Buber war zutiefst religiös und gleichzeitig absolut kritisch gegenüber den institutionalisierten Religionen. In seinem Buch „Gottesfinsternis“ kritisiert er den Missbrauch, der in der gesamten Theologie- und Kirchengeschichte mit dem Wort „Gott“ betrieben wurde: „Welches Wort der Menschensprache ist so missbraucht, so befleckt, so geschändet worden wie dieses GOTT.“ Gott ist für ihn eine Ich-Du-Dimension, die aus der Begrenztheit menschlicher Ich-Du-Begegnungen erwächst. Reale zwischenmenschliche Beziehungen sind immer unsicher, flüchtig, nie ganz gefestigt. Über ihnen liegt der Schatten der Vergänglichkeit. „Der Sinn für das Du ... kann nicht gesättigt werden“, jedes einzelne „Du" weckt so die Sehnsucht auf ein ewiges „Du", eine Sehnsucht nach Fülle, Zuneigung und Verständnis, die nur ein fiktives Du erfüllen kann.
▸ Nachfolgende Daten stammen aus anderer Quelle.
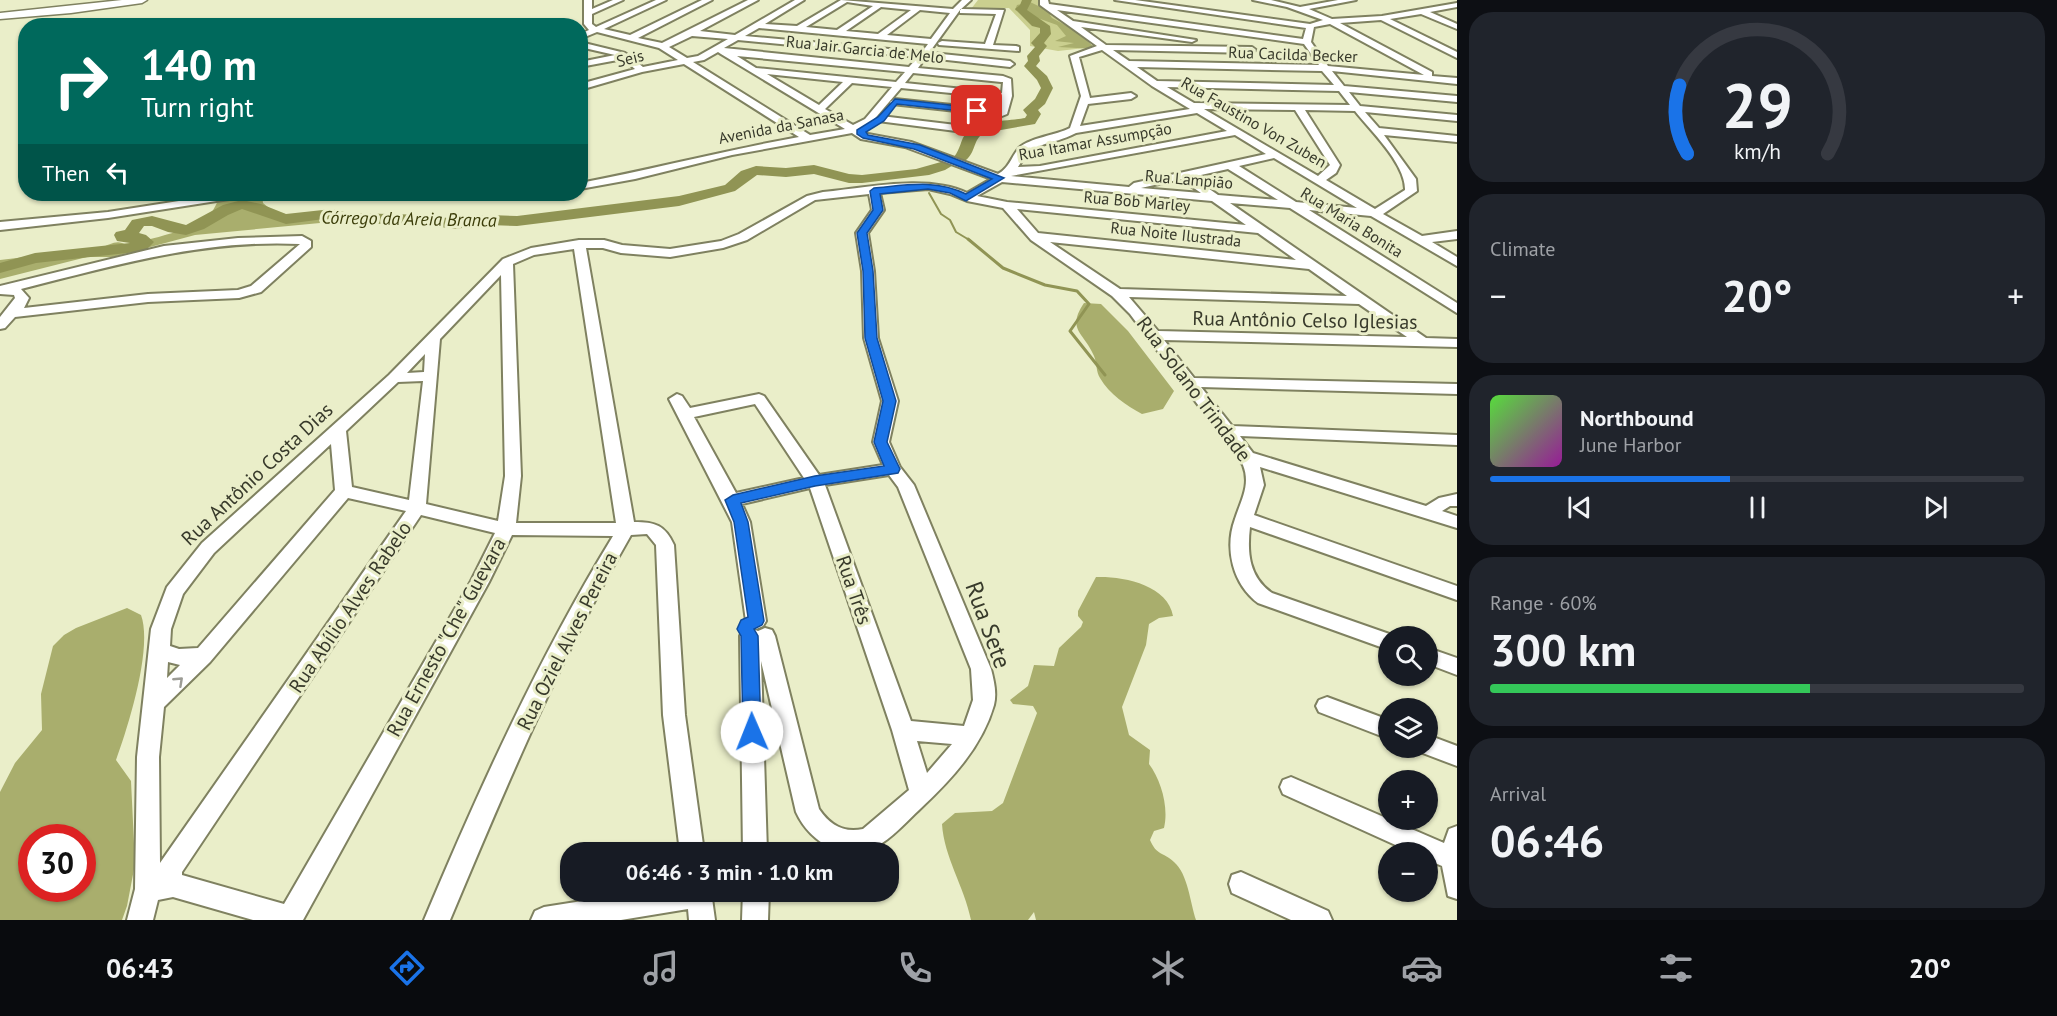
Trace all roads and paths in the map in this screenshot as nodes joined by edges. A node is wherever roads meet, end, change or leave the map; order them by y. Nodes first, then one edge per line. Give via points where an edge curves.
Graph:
1 (142, 0) edge
2 (588, 0) edge
3 (619, 0) edge
4 (662, 0) edge
5 (708, 0) edge
6 (754, 0) edge
7 (779, 0) edge
8 (847, 0) edge
9 (973, 0) edge
10 (1119, 0) edge
11 (1257, 0) edge
12 (1352, 0) edge
13 (798, 1) edge
14 (1269, 1) edge
15 (1046, 3) edge
16 (919, 4) edge
17 (880, 5) junction
18 (1457, 5) edge
19 (961, 6) edge
20 (1300, 9) junction
21 (1422, 11) junction
22 (588, 14) junction
23 (0, 16) edge
24 (1382, 18) junction
25 (1331, 21) junction
26 (1068, 22) junction
27 (755, 25) junction
28 (1310, 26) junction
29 (1457, 27) edge
30 (798, 29) junction
31 (597, 31) junction
32 (840, 32) junction
33 (691, 33) junction
34 (1243, 33) junction
35 (588, 34) edge
36 (881, 36) junction
37 (735, 37) junction
38 (631, 38) junction
39 (938, 42) junction
40 (1307, 42) junction
41 (662, 46) junction
42 (588, 47) edge
43 (988, 47) junction
44 (1102, 47) junction
45 (1016, 49) dead end
46 (1252, 49) junction
47 (721, 50) junction
48 (928, 55) junction
49 (624, 56) junction
50 (1457, 56) edge
51 (687, 62) junction
52 (588, 63) edge
53 (1010, 64) dead end
54 (1127, 64) junction
55 (1265, 66) junction
56 (1325, 68) junction
57 (752, 69) junction
58 (916, 69) junction
59 (642, 70) junction
60 (1438, 79) junction
61 (851, 80) junction
62 (1457, 81) edge
63 (899, 84) junction
64 (1155, 84) junction
65 (588, 85) edge
66 (909, 85) junction
67 (1340, 88) junction
68 (1007, 96) junction
69 (1131, 96) dead end
70 (1457, 99) edge
71 (895, 102) junction
72 (1084, 102) junction
73 (1298, 107) junction
74 (1195, 108) junction
75 (1356, 108) junction
76 (820, 109) junction
77 (1457, 118) edge
78 (881, 119) junction
79 (956, 128) dead end
80 (1074, 129) junction
81 (857, 130) junction
82 (1375, 131) junction
83 (1235, 132) junction
84 (809, 139) junction
85 (1457, 139) edge
86 (1275, 155) junction
87 (758, 157) dead end
88 (1228, 164) junction
89 (1011, 171) junction
90 (1182, 175) junction
91 (999, 178) junction
92 (1319, 180) junction
93 (588, 185) edge
94 (1118, 189) junction
95 (874, 191) junction
96 (966, 198) junction
97 (1217, 198) junction
98 (197, 201) edge
99 (1293, 205) junction
100 (1007, 206) junction
101 (1376, 213) junction
102 (0, 226) edge
103 (1264, 230) junction
104 (1457, 235) edge
105 (1035, 237) junction
106 (1419, 240) junction
107 (579, 244) junction
108 (507, 262) junction
109 (1457, 262) edge
110 (1314, 265) junction
111 (0, 290) edge
112 (507, 293) junction
113 (1117, 293) junction
114 (474, 294) junction
115 (1363, 300) junction
116 (1457, 309) edge
117 (12, 313) junction
118 (0, 325) edge
119 (1152, 335) junction
120 (433, 339) junction
121 (1424, 342) junction
122 (1457, 343) edge
123 (431, 376) junction
124 (394, 378) junction
125 (1188, 382) junction
126 (1457, 389) edge
127 (338, 430) junction
128 (1227, 430) junction
129 (1457, 440) edge
130 (1247, 457) junction
131 (893, 469) junction
132 (815, 481) junction
133 (344, 491) junction
134 (733, 500) junction
135 (1457, 500) edge
136 (417, 507) junction
137 (1429, 513) junction
138 (1244, 518) junction
139 (1457, 522) edge
140 (506, 529) junction
141 (626, 529) junction
142 (1457, 593) edge
143 (757, 631) junction
144 (1378, 638) edge
145 (159, 651) junction
146 (203, 656) junction
147 (1438, 660) edge
148 (1457, 667) edge
149 (154, 704) junction
150 (1327, 706) dead end
151 (1378, 726) edge
152 (903, 730) junction
153 (969, 736) junction
154 (1438, 749) edge
155 (1457, 756) edge
156 (1291, 788) dead end
157 (921, 794) junction
158 (691, 842) edge
159 (755, 842) edge
160 (186, 846) junction
161 (1455, 848) edge
162 (147, 855) junction
163 (1241, 884) dead end
164 (173, 885) junction
165 (1457, 887) edge
166 (148, 889) junction
167 (646, 902) edge
168 (699, 902) edge
169 (756, 902) edge
170 (290, 919) edge
171 (140, 920) edge
172 (437, 920) edge
173 (543, 920) edge
174 (702, 920) edge
175 (755, 920) edge
176 (1319, 920) edge

1 - 23 main road
2 - 22 street
3 - 22 street
4 - 31 street
5 - 38 street
6 - 33 street
7 - 13 street
8 - 17 street
8 - 30 street
9 - 19 street, Avenida da Sanasa
10 - 28 street
11 - 14 street
12 - 20 street
13 - 27 street, Seis
14 - 20 street
15 - 26 street, Rua Faustino Von Zuben
15 - 34 street
16 - 17 street
16 - 19 street
16 - 36 street
17 - 32 street
18 - 21 street
19 - 39 street, Avenida da Sanasa
19 - 43 street via 1001,12
20 - 25 street
21 - 24 street
21 - 29 street
22 - 31 street via 588,24
24 - 25 street
24 - 50 street
25 - 28 street
25 - 60 street
26 - 44 street, Rua Faustino Von Zuben
26 - 46 street
27 - 30 street
27 - 37 street, Seis
28 - 40 street
30 - 32 street
31 - 35 street
31 - 38 street
32 - 36 street
33 - 37 street
33 - 41 street
34 - 40 street
34 - 46 street
36 - 39 street
37 - 47 street, Seis
37 - 48 street
38 - 41 street
39 - 43 street
39 - 48 street, Avenida da Sanasa
40 - 56 street
41 - 51 street
42 - 49 street
43 - 45 street
44 - 46 street
44 - 54 street, Rua Faustino Von Zuben
44 - 72 street via 1074,56 1085,88
46 - 55 street
47 - 51 street, Seis
47 - 57 street, Rua Lampião
47 - 58 street, Rua Jair Garcia de Melo
48 - 53 street
48 - 58 street, Avenida da Sanasa
49 - 52 street
49 - 59 street
51 - 59 street, Seis
51 - 84 street
54 - 55 street, Rua Cacilda Becker
54 - 64 street, Rua Faustino Von Zuben
55 - 56 street, Rua Cacilda Becker
56 - 60 street, Rua Cacilda Becker
56 - 67 street
57 - 61 street
57 - 76 street, Rua Lampião
58 - 63 street, Avenida da Sanasa
58 - 66 street, Avenida da Sanasa
58 - 68 street, Rua Jair Garcia de Melo via 1003,79 1008,81
59 - 65 street, Seis
60 - 62 street, Rua Cacilda Becker
61 - 63 street
61 - 76 street
63 - 66 street
63 - 81 street, Avenida da Sanasa
64 - 67 street
64 - 74 street, Rua Faustino Von Zuben
66 - 68 street
66 - 71 street, Avenida da Sanasa
67 - 70 street
67 - 75 street
68 - 71 street via 1004,112 998,113
69 - 72 street
71 - 78 street, Avenida da Sanasa
72 - 80 street
73 - 74 street
73 - 75 street
73 - 92 street via 1335,165
74 - 80 street via 1104,127
74 - 83 street, Rua Faustino Von Zuben
75 - 77 street
75 - 82 street
76 - 81 street, Rua Lampião
78 - 79 street
78 - 81 street, Avenida da Sanasa
80 - 89 street via 1029,146
81 - 84 street, Avenida da Sanasa
81 - 87 street, Avenida da Sanasa
81 - 91 street, Rua Lampião via 866,137 907,144
82 - 85 street
82 - 101 street via 1411,179 1411,191
83 - 86 street, Rua Faustino Von Zuben
83 - 89 street, Rua Itamar Assumpção
84 - 93 street, Avenida da Sanasa
86 - 88 street
86 - 92 street, Rua Faustino Von Zuben
88 - 90 street
88 - 99 street, Rua Maria Bonita
89 - 91 street, Rua Itamar Assumpção
90 - 94 street
90 - 97 street
91 - 94 street, Rua Lampião
91 - 96 street, Rua Itamar Assumpção
92 - 101 street, Rua Faustino Von Zuben
94 - 97 street, Rua Lampião
95 - 96 street, Rua Bob Marley via 928,186
95 - 107 street, Rua Antônio Costa Dias via 811,198 743,237 693,250 651,252
95 - 131 street, Rua Sete via 878,210 862,233 871,338 890,401 880,442
96 - 100 street, Rua Bob Marley
97 - 99 street, Rua Lampião
97 - 103 street
98 - 102 street
99 - 101 street, Rua Lampião
99 - 116 street, Rua Maria Bonita
100 - 103 street, Rua Bob Marley
100 - 105 street, Rua Solano Trindade
101 - 106 street, Rua Faustino Von Zuben
103 - 110 street
104 - 106 street
105 - 110 street, Rua Noite Ilustrada
105 - 113 street, Rua Solano Trindade
106 - 109 street, Rua Faustino Von Zuben
107 - 108 street, Rua Antônio Costa Dias via 531,252
107 - 141 street, Rua Oziel Alves Pereira
108 - 112 street, Rua Ernesto "Che" Guevara
108 - 114 street, Rua Antônio Costa Dias
110 - 115 street
111 - 117 street via 21,295
111 - 117 street via 164,250 238,242 302,240 307,244 256,289 239,294 147,298
112 - 114 street
112 - 140 street, Rua Ernesto "Che" Guevara via 513,476
113 - 115 street
113 - 119 street, Rua Solano Trindade
114 - 120 street, Rua Antônio Costa Dias
115 - 121 street
117 - 118 street
119 - 121 street, Rua Antônio Celso Iglesias
119 - 125 street, Rua Solano Trindade
120 - 123 street, Rua Abílio Alves Rabelo
120 - 124 street, Rua Antônio Costa Dias
121 - 122 street, Rua Antônio Celso Iglesias
123 - 124 street
123 - 136 street, Rua Abílio Alves Rabelo
124 - 127 street, Rua Antônio Costa Dias
125 - 126 street
125 - 128 street, Rua Solano Trindade
127 - 133 street
127 - 145 street, Rua Antônio Costa Dias via 194,563 167,608
128 - 129 street
128 - 130 street, Rua Solano Trindade
130 - 137 street
130 - 138 street, Rua Solano Trindade via 1255,479
131 - 132 street
131 - 153 street, Rua Sete via 906,485 981,669 983,704
132 - 134 street
132 - 134 street, Rua Três via 759,399 681,406
132 - 152 street, Rua Três
133 - 136 street
133 - 146 street
134 - 143 street via 741,522
135 - 137 street via 1438,504
136 - 140 street
136 - 160 street, Rua Abílio Alves Rabelo
137 - 139 street
138 - 142 street
138 - 144 street, Rua Solano Trindade via 1244,577 1257,593
140 - 141 street
140 - 170 street, Rua Ernesto "Che" Guevara
141 - 158 street via 651,528 664,544 674,715
141 - 172 street, Rua Oziel Alves Pereira via 587,594 548,672
143 - 157 street, Rua Sete via 808,812 818,828 835,839 855,842 875,836
143 - 159 street
145 - 146 street via 179,657
145 - 149 street, Rua Antônio Costa Dias
149 -> 146 street
147 - 148 street
149 - 162 street, Rua Antônio Costa Dias via 148,757
150 - 151 street
152 - 153 street
152 - 157 street, Rua Três
153 - 157 street, Rua Sete
154 - 155 street
156 - 161 street
160 - 162 street via 166,857
160 - 164 street, Rua Abílio Alves Rabelo via 170,869
161 - 165 street
162 - 166 street, Rua Antônio Costa Dias
163 - 176 street
164 - 166 street
164 - 170 street
166 - 171 street, Rua Antônio Costa Dias
167 - 173 street
168 - 174 street
169 - 175 street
Buber verwendet dafür das Wort „Gott“.
Buber und Heidegger, 1957
Martin Buber hat – wie Paul Celan, Hannah Arendt oder Karl Jaspers – immer die Hoffnung gehabt, Heidegger würde irgendwann den Mut aufbringen zu einer expliziten Auseinandersetzung mit seiner nationalsozialistischen Periode. Aus Respekt vor dem Philosophen vermieden die vier Freunde eine deutliche öffentlichkeitswirksame Kritik an Heidegger. Bubers „Ich und du“ ist vier Jahre vor Heideggers Sein und Zeit erschienen, dennoch hat Heidegger eine Auseinandersetzung mit Buber vermieden. Er hat ihn schlicht ignoriert. Zu Hannah Arendt sollte er später sagen: „Von der Philosophie hat er (Buber) offenbar keine Ahnung; er braucht sie für sich wohl auch nicht."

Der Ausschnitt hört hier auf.